SEC Pushes New ETF Rules Despite Industry’s Howls

New listing rules could close some ETFs, and bring undue costs, industry insiders say.

Reviewed by: Trevor Hunnicutt
Edited by: Trevor Hunnicutt

New York (Reuters) – U.S. regulators are advancing rules this week to tighten standards on the ballooning exchange-traded fund industry over the objections of asset managers including BlackRock and Invesco.

The U.S. Securities and Exchange Commission last year pushed the three main ETF trading venues to draft rules that explicitly require the funds to continually pass a number of tests or face the possibility of being shut down, according to three people with knowledge of the matter and the regulator's filings.

The regulator approved the second of the three proposals in a notice posted on Wednesday and could rule on the third in coming days.

The latest regulatory actions highlight concerns over the potential for trading abuses affecting ETFs, especially those tracking indexes that include assets not traded often.

Rules Could Shutter Some ETFs

ETF managers including BlackRock and Invesco have sent letters to the SEC arguing that the rules are unnecessary and could force some ETFs to be declared out of compliance or shut down even if the fund itself is not at risk.

ETFs have remained one of the fastest-growing parts of the market despite concerns over their durability during periods of market stress; for instance, after a "flash crash" that pummeled some ETFs on Aug. 24, 2015.
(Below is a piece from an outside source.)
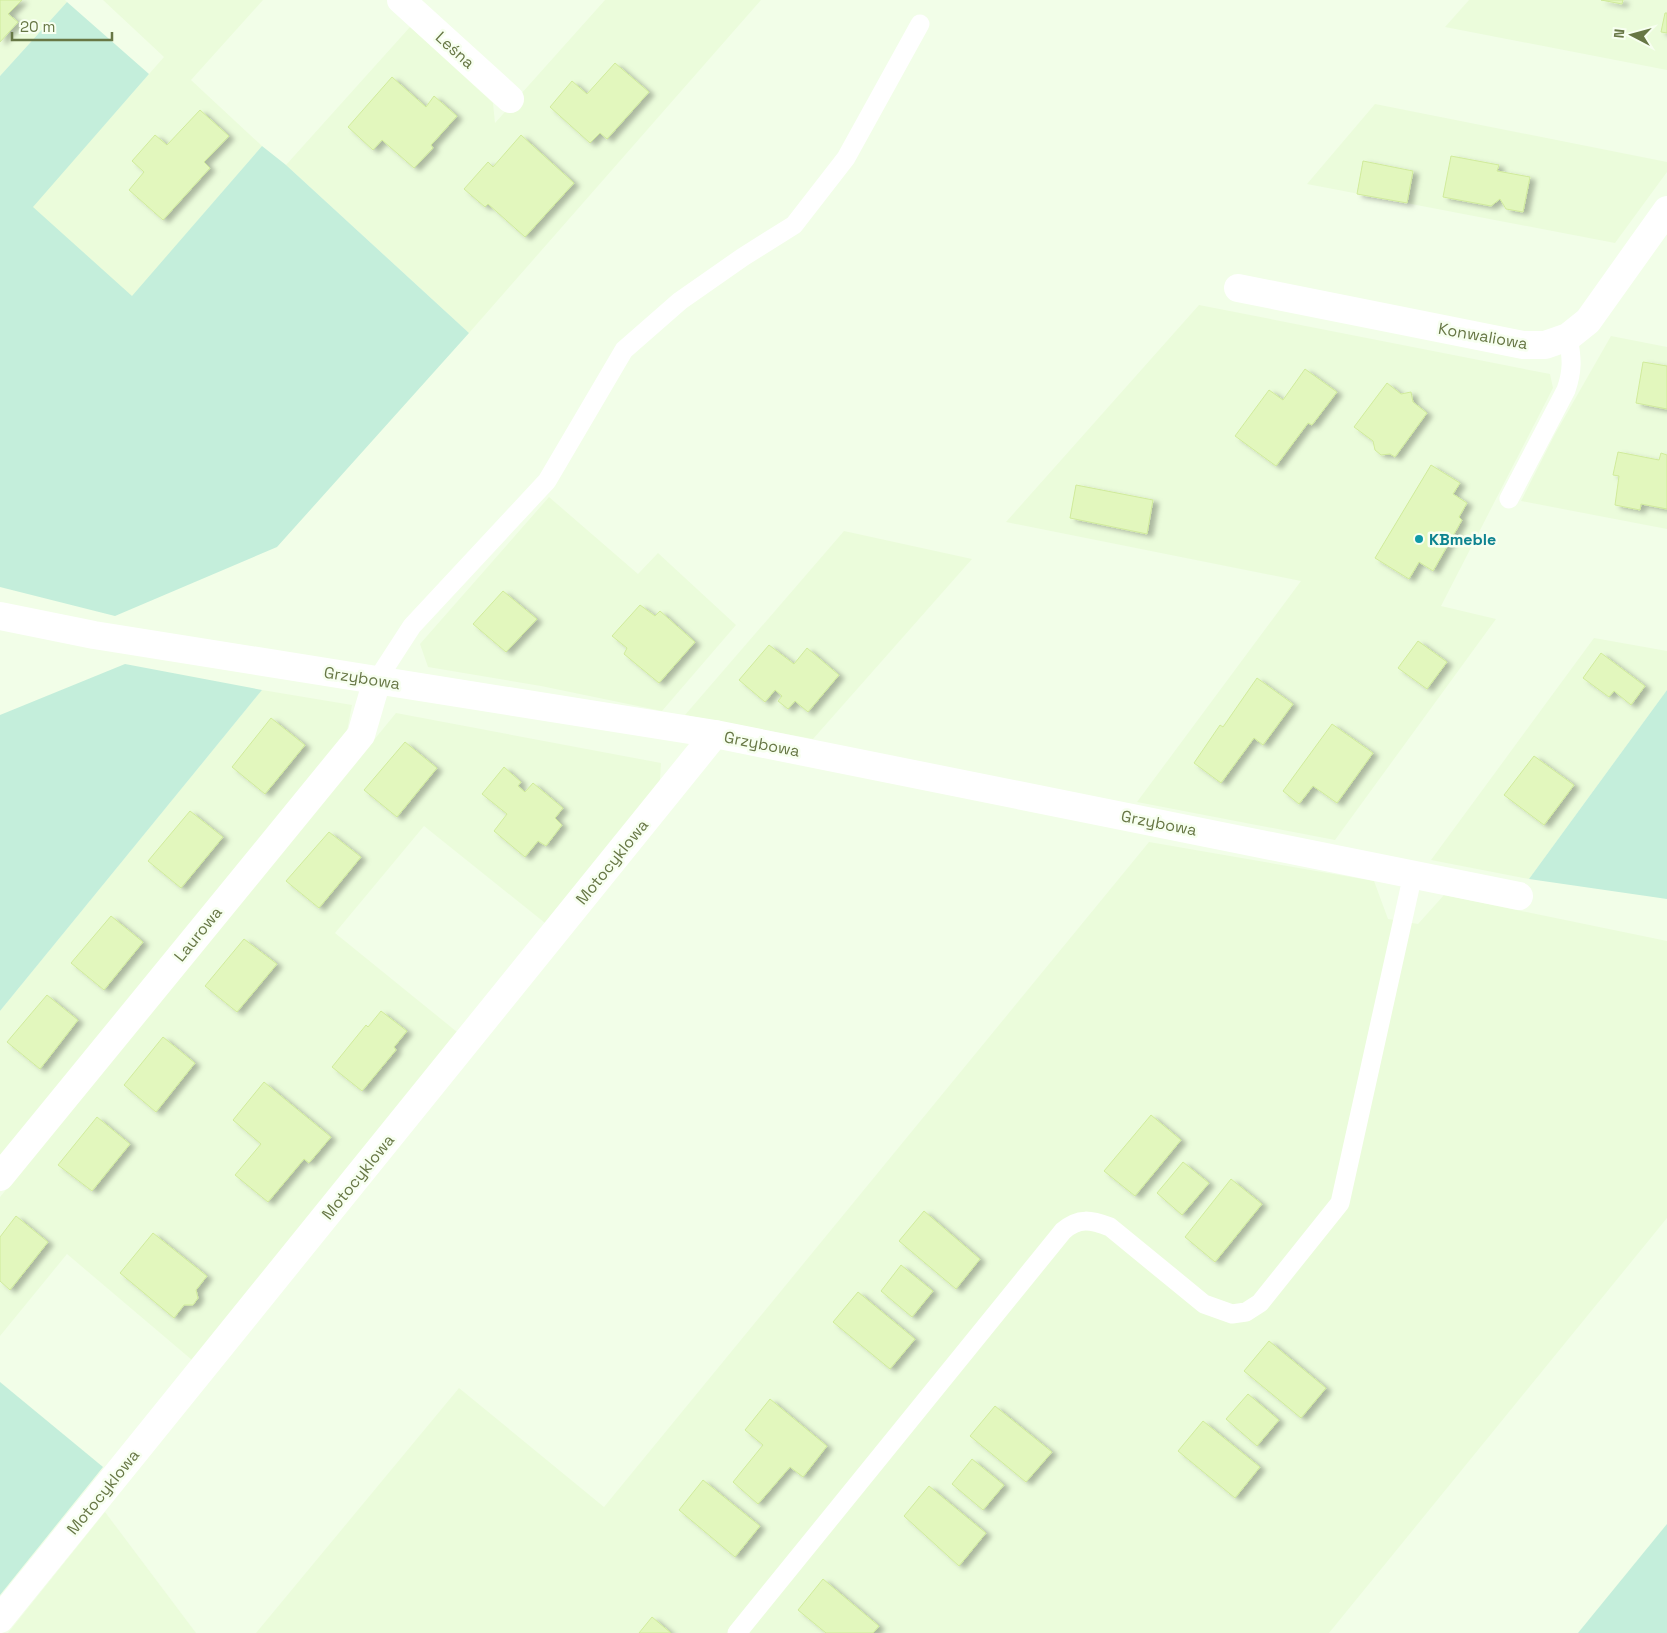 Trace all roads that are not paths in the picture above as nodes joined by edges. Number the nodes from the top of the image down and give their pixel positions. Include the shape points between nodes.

ETFs will be required to meet requirements detailed in 314 pages of exchange filings unless they are granted an exception. For instance, a stock index fund needs to track a benchmark with a minimum number of equities that meet a target market value and trading volume.

Current Listing Standards ‘Problematic’ & ‘Outdated’

"There is a lot of concern about manipulation," said James Simpson, president of ETP Resources LLC, a consulting and data company, and a former American Stock Exchange official, who said the listing standards for ETFs are "problematic" and "outdated."

The SEC backs the rules on the belief they could prevent market rigging; for instance, if an ETF tracks a group of rarely traded stocks whose prices could easily be manipulated, according to a person familiar with the SEC's reasoning and the agency's disclosures on the topic.


A SEC spokeswoman declined to comment.

Rules answering the SEC's concerns drafted by CBOE Holdings and the Bats exchange were approved in the notice posted on Wednesday, and a verdict could come soon on a proposal by the Intercontinental Exchange’s NYSE Arca exchange, the largest listing venue for ETFs. Nasdaq revised listing standards have already been approved.

ETFs already have to meet requirements to be listed. But the latest changes specify the funds must meet those standards not just when they launch but as long as they are trading.

‘Undue Costs’

The rules also bolster restrictions on trading firms or fund managers for setting the rules determining what stocks are in an index and calculating what the index is worth.

But even one of the exchanges has reservations about the new standards.

"The continuing listing standards in their current proposed form may cause undue costs for fund managers as well as a negative impact for investors, without offering additional protections for the shareholders of the ETF," said Doug Yones, NYSE's head of exchange-traded products, in a statement to Reuters.

Nasdaq and Bats declined to comment.

In its notice, the SEC dismissed industry concerns, writing that the absence of ongoing standards is a "gap" in regulation. The agency, which in 1992 first approved exceptions to U.S. law that allowed ETFs to trade, has been conducting a broad review of the industry.

The rules are aimed at achieving the same goals as the requirements applied before funds start trading, including ensuring the products "are not susceptible to manipulation and maintaining fair and orderly markets," the SEC wrote.

An ETF could violate the rules if it tracks an index holding stocks falling below a certain trading volume, even if the ETF does not hold that stock, ETF managers and an industry group argued. They said it is not clear how the proposals address concerns about market manipulation.

"This would introduce monitoring and oversight for something that we don't control,"—the funds' indexes—said Chuck Thomas, head of U.S. ETF capital markets at Vanguard Group. He said the impact on Vanguard funds would be minimal.

BlackRock and Invesco declined interview requests.


Trevor Hunnicutt is a staff writer for Reuters.